What you have to do >> Show every line of the records below that contains the word "Modera".

Task inputs >>

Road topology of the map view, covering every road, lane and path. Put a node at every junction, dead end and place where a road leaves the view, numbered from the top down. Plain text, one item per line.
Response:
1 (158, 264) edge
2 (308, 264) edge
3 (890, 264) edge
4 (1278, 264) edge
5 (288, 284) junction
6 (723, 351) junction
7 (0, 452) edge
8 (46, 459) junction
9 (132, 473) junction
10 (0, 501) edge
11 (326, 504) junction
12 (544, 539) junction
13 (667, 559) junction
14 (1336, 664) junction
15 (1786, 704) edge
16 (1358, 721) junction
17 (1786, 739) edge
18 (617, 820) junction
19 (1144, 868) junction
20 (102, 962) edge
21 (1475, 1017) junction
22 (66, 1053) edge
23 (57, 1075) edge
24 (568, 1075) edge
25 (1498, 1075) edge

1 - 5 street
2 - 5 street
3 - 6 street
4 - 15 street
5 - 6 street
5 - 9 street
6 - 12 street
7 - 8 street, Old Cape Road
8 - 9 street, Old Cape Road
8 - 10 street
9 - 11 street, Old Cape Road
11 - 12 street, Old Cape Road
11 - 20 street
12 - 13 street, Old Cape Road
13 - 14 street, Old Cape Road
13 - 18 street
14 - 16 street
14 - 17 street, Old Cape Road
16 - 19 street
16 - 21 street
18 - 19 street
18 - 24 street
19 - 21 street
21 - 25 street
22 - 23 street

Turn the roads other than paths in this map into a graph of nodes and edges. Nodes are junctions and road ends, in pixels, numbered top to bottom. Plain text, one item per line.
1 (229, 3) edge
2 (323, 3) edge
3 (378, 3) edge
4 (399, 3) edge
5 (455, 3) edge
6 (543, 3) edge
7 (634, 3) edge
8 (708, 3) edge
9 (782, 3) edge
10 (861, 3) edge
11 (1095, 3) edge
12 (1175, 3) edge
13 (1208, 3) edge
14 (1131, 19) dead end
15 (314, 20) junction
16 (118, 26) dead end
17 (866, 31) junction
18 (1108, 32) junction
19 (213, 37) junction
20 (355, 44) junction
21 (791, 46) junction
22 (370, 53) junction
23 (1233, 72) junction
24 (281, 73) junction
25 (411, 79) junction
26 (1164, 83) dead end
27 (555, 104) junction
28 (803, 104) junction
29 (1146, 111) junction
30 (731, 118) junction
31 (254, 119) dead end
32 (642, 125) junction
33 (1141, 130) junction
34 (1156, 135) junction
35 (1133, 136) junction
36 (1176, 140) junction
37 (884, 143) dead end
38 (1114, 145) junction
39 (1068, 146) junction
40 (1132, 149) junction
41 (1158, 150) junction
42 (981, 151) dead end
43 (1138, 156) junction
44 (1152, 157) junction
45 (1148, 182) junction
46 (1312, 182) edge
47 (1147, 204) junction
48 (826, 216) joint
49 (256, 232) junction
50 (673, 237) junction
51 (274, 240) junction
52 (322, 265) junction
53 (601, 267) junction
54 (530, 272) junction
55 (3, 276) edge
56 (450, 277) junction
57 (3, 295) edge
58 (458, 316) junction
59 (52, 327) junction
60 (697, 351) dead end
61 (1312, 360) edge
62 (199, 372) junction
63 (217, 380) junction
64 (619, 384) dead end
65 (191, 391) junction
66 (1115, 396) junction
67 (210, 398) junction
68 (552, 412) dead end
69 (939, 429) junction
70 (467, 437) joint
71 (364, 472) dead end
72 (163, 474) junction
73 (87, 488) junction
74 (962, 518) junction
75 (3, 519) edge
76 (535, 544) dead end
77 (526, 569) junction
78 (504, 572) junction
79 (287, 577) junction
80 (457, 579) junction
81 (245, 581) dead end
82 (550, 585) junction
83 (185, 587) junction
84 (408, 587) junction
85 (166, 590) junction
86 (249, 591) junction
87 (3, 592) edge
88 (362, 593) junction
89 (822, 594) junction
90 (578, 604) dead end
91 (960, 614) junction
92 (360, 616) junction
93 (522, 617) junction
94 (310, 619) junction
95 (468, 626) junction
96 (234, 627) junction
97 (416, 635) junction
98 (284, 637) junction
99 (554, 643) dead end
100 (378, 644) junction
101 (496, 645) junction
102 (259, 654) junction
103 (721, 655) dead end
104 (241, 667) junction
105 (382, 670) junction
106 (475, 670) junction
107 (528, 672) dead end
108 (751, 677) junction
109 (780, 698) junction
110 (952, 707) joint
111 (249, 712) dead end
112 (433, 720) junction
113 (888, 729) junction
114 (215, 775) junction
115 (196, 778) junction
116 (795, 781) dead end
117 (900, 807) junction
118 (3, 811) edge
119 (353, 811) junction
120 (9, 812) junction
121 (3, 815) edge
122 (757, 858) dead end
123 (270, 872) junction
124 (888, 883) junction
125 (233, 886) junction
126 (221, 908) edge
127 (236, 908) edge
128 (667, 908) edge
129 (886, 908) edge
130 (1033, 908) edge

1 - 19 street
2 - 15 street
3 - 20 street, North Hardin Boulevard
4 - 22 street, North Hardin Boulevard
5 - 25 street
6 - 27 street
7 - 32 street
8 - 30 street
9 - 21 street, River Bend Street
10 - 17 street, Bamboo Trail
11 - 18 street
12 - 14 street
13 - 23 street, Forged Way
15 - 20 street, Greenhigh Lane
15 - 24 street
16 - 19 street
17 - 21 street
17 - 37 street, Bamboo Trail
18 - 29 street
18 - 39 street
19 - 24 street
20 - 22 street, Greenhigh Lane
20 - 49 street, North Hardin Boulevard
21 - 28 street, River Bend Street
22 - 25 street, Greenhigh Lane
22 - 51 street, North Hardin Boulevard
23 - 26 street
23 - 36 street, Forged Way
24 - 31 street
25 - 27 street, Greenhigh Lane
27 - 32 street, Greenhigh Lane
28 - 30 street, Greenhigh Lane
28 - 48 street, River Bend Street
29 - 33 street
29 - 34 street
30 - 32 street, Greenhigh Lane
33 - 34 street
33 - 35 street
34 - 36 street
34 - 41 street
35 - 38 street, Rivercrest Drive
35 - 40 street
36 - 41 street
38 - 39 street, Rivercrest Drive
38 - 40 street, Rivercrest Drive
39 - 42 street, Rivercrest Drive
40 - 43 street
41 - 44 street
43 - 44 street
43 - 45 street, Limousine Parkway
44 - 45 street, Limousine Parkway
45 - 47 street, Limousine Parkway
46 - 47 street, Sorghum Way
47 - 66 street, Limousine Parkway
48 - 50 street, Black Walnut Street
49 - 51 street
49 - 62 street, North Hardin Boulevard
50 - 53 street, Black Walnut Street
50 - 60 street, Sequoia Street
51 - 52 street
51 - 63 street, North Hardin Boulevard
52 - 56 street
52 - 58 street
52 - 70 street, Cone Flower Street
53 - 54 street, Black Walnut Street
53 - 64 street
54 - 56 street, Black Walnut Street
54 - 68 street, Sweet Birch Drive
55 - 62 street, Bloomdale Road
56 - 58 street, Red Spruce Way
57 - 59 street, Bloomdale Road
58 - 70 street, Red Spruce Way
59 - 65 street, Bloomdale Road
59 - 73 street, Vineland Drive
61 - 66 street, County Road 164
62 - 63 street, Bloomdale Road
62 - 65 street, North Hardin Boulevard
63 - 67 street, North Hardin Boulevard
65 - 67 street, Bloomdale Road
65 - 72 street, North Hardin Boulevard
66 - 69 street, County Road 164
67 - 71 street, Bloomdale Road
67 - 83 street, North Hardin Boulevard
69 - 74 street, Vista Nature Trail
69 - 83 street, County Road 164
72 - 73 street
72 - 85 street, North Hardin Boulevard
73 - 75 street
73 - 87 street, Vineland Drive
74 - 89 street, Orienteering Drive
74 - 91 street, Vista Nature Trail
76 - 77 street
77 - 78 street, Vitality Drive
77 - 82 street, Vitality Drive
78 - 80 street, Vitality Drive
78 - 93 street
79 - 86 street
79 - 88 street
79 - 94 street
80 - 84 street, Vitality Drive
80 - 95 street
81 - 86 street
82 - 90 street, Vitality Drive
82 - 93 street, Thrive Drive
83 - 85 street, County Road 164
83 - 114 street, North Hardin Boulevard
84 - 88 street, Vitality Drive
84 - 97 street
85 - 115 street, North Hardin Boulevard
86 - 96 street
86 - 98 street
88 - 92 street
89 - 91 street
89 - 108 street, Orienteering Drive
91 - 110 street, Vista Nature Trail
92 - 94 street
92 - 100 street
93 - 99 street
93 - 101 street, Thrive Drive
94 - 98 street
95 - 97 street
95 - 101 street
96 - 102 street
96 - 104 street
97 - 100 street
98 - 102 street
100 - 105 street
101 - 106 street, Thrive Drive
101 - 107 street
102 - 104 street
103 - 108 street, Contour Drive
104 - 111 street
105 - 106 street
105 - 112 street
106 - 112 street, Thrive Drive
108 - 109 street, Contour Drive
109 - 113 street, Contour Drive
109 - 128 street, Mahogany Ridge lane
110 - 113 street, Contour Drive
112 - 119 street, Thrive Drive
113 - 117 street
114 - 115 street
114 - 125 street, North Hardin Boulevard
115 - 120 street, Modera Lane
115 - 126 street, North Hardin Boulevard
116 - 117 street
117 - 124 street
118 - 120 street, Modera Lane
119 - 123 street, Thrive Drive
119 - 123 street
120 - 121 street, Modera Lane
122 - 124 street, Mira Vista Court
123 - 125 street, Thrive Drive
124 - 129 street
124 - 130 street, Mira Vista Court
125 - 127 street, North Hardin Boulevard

Solved exercise >>
115 - 120 street, Modera Lane
118 - 120 street, Modera Lane
120 - 121 street, Modera Lane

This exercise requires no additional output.